[What to work on] Within the records, which lines hold the string "wrist"? Report each one by copying it.

[Extracted records]

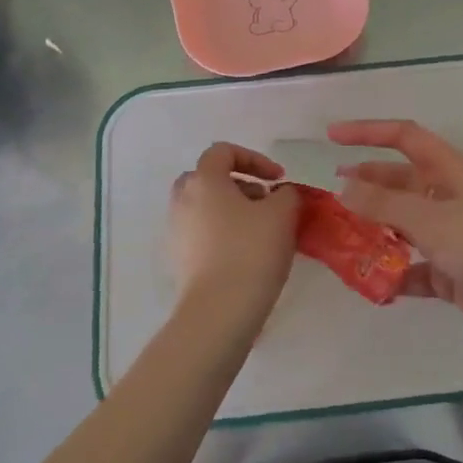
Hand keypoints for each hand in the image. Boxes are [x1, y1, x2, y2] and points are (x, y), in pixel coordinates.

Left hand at [169, 142, 299, 330]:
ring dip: (232, 210)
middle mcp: (182, 200)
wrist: (219, 310)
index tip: (278, 179)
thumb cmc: (251, 251)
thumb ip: (286, 193)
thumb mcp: (282, 214)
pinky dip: (222, 233)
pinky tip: (245, 254)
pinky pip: (201, 233)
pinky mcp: (178, 259)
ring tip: (259, 231)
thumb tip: (281, 194)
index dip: (254, 158)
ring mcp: (176, 231)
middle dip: (239, 185)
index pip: (223, 152)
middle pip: (208, 179)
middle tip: (264, 201)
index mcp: (203, 181)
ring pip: (205, 207)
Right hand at [330, 120, 462, 357]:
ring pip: (404, 223)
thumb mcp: (430, 220)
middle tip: (331, 192)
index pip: (405, 137)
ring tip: (341, 236)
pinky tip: (372, 282)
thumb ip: (383, 204)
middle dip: (367, 182)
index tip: (332, 136)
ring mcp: (452, 234)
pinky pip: (414, 266)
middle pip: (401, 180)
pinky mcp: (453, 271)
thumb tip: (343, 187)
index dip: (368, 132)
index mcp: (450, 171)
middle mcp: (450, 197)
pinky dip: (394, 272)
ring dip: (376, 228)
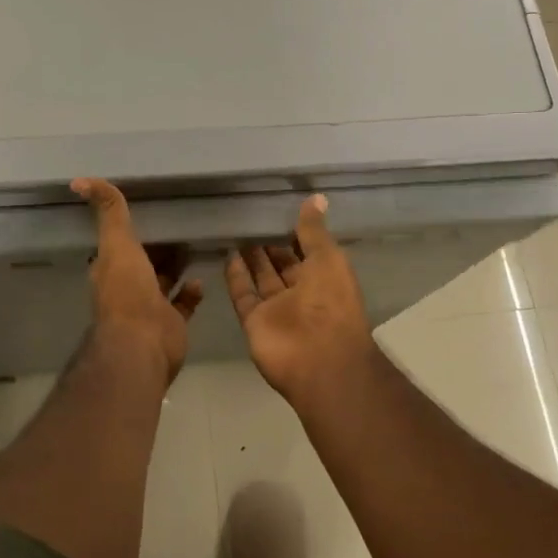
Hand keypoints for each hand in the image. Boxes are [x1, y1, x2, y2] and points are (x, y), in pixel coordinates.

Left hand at [73, 178, 203, 384]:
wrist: (143, 343)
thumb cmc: (128, 290)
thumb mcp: (117, 243)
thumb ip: (109, 212)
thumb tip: (79, 180)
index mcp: (111, 268)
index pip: (119, 244)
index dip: (130, 229)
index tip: (149, 209)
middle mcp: (128, 287)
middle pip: (143, 261)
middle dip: (157, 246)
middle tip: (180, 225)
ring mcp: (150, 306)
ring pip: (163, 281)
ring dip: (175, 266)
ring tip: (194, 245)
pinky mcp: (171, 322)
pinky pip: (183, 303)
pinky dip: (191, 292)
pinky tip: (200, 279)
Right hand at [226, 195, 378, 407]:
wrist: (318, 359)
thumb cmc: (331, 303)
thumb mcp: (328, 258)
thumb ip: (314, 230)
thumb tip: (316, 197)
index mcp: (325, 277)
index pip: (308, 250)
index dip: (295, 232)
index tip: (277, 209)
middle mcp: (302, 292)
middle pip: (283, 264)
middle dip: (270, 243)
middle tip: (250, 216)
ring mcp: (277, 309)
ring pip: (262, 278)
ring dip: (251, 257)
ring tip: (235, 229)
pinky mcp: (254, 321)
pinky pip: (243, 295)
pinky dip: (235, 277)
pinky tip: (227, 254)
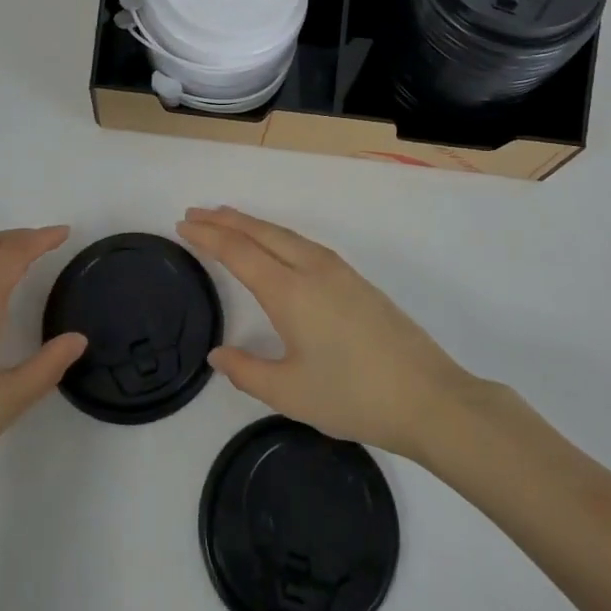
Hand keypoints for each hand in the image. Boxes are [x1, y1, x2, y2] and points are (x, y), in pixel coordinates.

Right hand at [177, 207, 473, 460]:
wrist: (427, 396)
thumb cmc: (352, 396)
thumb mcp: (289, 393)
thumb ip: (246, 371)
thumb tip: (217, 354)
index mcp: (289, 291)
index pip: (238, 251)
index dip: (208, 236)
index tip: (183, 225)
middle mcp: (310, 268)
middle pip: (260, 232)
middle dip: (225, 220)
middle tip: (195, 214)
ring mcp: (336, 270)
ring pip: (284, 234)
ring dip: (251, 223)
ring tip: (226, 220)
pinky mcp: (354, 279)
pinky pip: (302, 243)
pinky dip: (275, 235)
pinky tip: (273, 245)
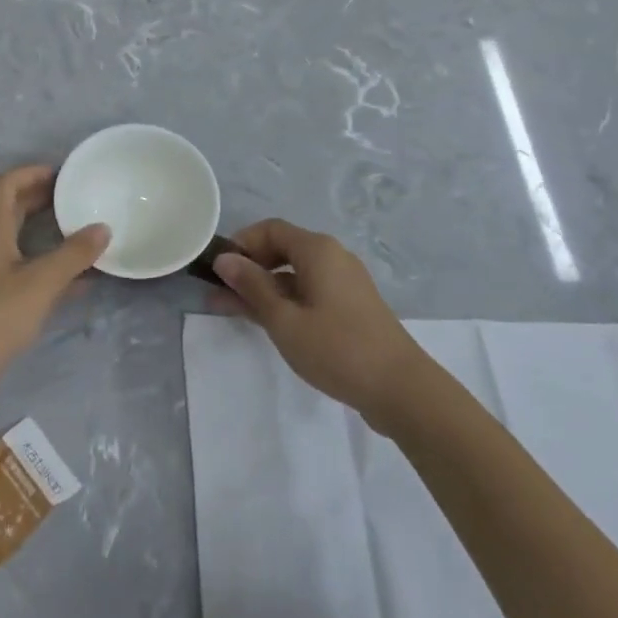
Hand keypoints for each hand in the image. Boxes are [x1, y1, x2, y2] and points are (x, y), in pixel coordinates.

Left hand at [0, 165, 109, 395]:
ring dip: (49, 233)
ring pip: (21, 241)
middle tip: (81, 198)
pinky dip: (50, 268)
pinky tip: (80, 280)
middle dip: (45, 199)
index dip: (34, 172)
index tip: (66, 175)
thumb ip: (73, 254)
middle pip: (14, 208)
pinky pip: (26, 272)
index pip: (7, 183)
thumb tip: (103, 227)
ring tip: (86, 233)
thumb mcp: (40, 282)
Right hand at [213, 219, 422, 426]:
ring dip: (263, 288)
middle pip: (282, 249)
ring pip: (294, 274)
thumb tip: (225, 259)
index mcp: (318, 250)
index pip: (270, 229)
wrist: (400, 388)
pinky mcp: (350, 306)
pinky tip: (265, 321)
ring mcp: (344, 282)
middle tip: (218, 292)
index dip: (241, 243)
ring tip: (229, 310)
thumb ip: (252, 286)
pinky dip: (284, 301)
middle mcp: (332, 257)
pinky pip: (309, 292)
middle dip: (249, 268)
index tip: (217, 269)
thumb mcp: (284, 320)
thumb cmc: (337, 348)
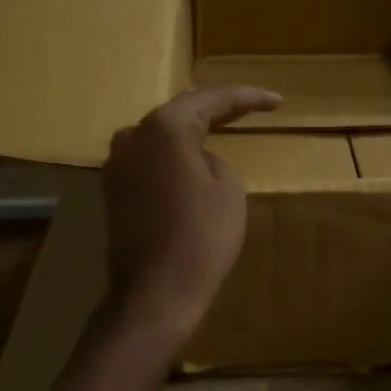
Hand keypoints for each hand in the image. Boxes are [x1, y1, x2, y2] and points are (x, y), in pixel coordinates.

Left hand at [101, 86, 279, 343]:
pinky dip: (173, 154)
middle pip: (182, 111)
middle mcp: (133, 135)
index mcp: (165, 127)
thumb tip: (197, 160)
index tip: (276, 101)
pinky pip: (150, 158)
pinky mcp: (114, 190)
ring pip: (161, 134)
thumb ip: (214, 159)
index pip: (212, 99)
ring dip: (191, 130)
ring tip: (222, 125)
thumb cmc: (201, 237)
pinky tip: (191, 158)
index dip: (247, 98)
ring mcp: (117, 163)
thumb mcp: (228, 188)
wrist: (155, 292)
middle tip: (251, 107)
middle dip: (217, 108)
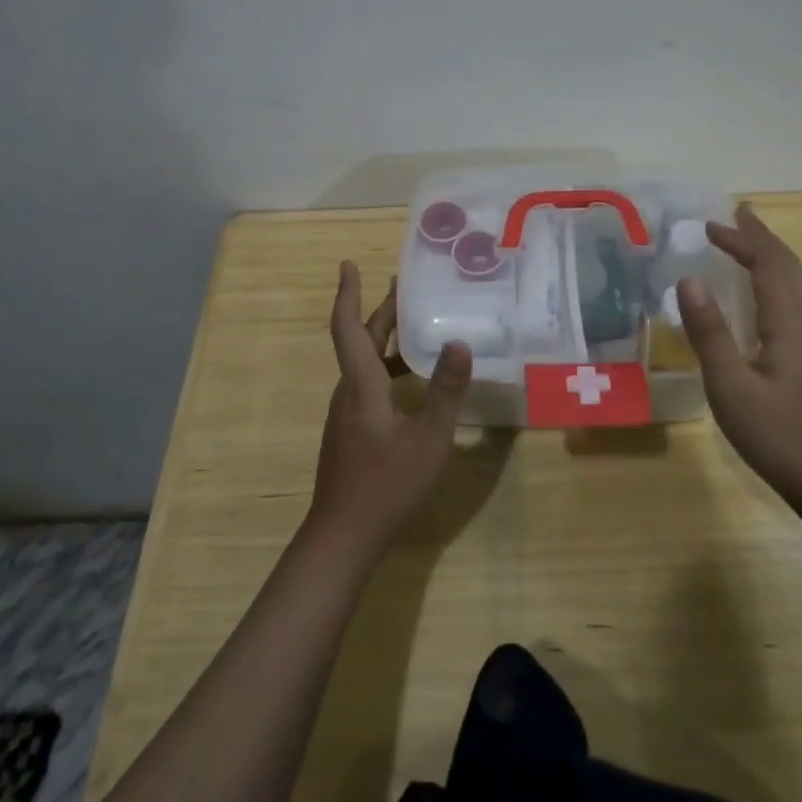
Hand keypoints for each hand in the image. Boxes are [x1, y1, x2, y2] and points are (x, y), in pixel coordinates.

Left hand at [307, 261, 472, 560]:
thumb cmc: (386, 485)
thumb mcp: (428, 438)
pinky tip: (412, 382)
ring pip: (365, 364)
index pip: (348, 327)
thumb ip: (445, 391)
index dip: (347, 292)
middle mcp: (349, 392)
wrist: (342, 539)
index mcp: (361, 385)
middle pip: (361, 340)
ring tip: (417, 328)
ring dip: (386, 340)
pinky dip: (388, 368)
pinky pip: (369, 385)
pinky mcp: (351, 433)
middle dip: (381, 311)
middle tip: (406, 288)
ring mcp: (347, 414)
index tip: (348, 263)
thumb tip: (459, 342)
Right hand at [675, 204, 801, 517]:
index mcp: (789, 324)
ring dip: (768, 257)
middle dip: (760, 238)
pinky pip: (790, 302)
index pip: (769, 265)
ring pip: (793, 284)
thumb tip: (688, 279)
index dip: (742, 240)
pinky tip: (756, 296)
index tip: (710, 225)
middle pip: (788, 267)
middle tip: (734, 217)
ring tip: (744, 244)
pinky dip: (771, 281)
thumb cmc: (777, 435)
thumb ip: (709, 332)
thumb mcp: (730, 386)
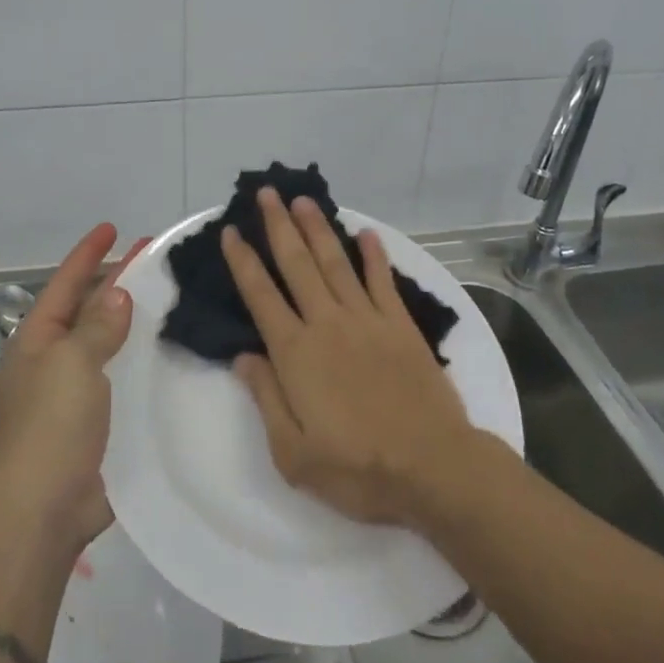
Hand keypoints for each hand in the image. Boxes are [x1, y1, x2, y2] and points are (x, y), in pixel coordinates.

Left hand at [0, 224, 147, 554]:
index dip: (87, 254)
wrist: (43, 510)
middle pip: (85, 310)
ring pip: (105, 344)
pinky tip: (165, 355)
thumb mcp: (73, 363)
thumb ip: (98, 326)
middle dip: (114, 283)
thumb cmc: (52, 425)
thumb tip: (118, 294)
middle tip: (151, 259)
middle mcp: (52, 361)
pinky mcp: (94, 424)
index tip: (112, 228)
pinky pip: (118, 379)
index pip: (64, 284)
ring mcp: (72, 394)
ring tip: (165, 299)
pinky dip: (138, 361)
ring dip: (129, 321)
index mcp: (38, 341)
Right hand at [221, 188, 477, 528]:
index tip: (231, 232)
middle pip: (297, 264)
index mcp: (296, 353)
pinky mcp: (400, 326)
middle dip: (279, 226)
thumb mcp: (293, 453)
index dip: (243, 261)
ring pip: (336, 262)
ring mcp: (367, 320)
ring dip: (318, 229)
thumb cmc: (357, 469)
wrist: (432, 468)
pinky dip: (374, 255)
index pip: (261, 295)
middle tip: (267, 193)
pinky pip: (382, 281)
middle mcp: (327, 324)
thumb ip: (266, 398)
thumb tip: (244, 356)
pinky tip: (366, 234)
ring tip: (304, 200)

[Exercise answer]
wrist: (219, 310)
wrist: (143, 343)
wrist: (318, 359)
wrist: (427, 396)
wrist: (400, 388)
wrist: (155, 292)
wrist: (342, 539)
wrist: (43, 510)
wrist: (432, 468)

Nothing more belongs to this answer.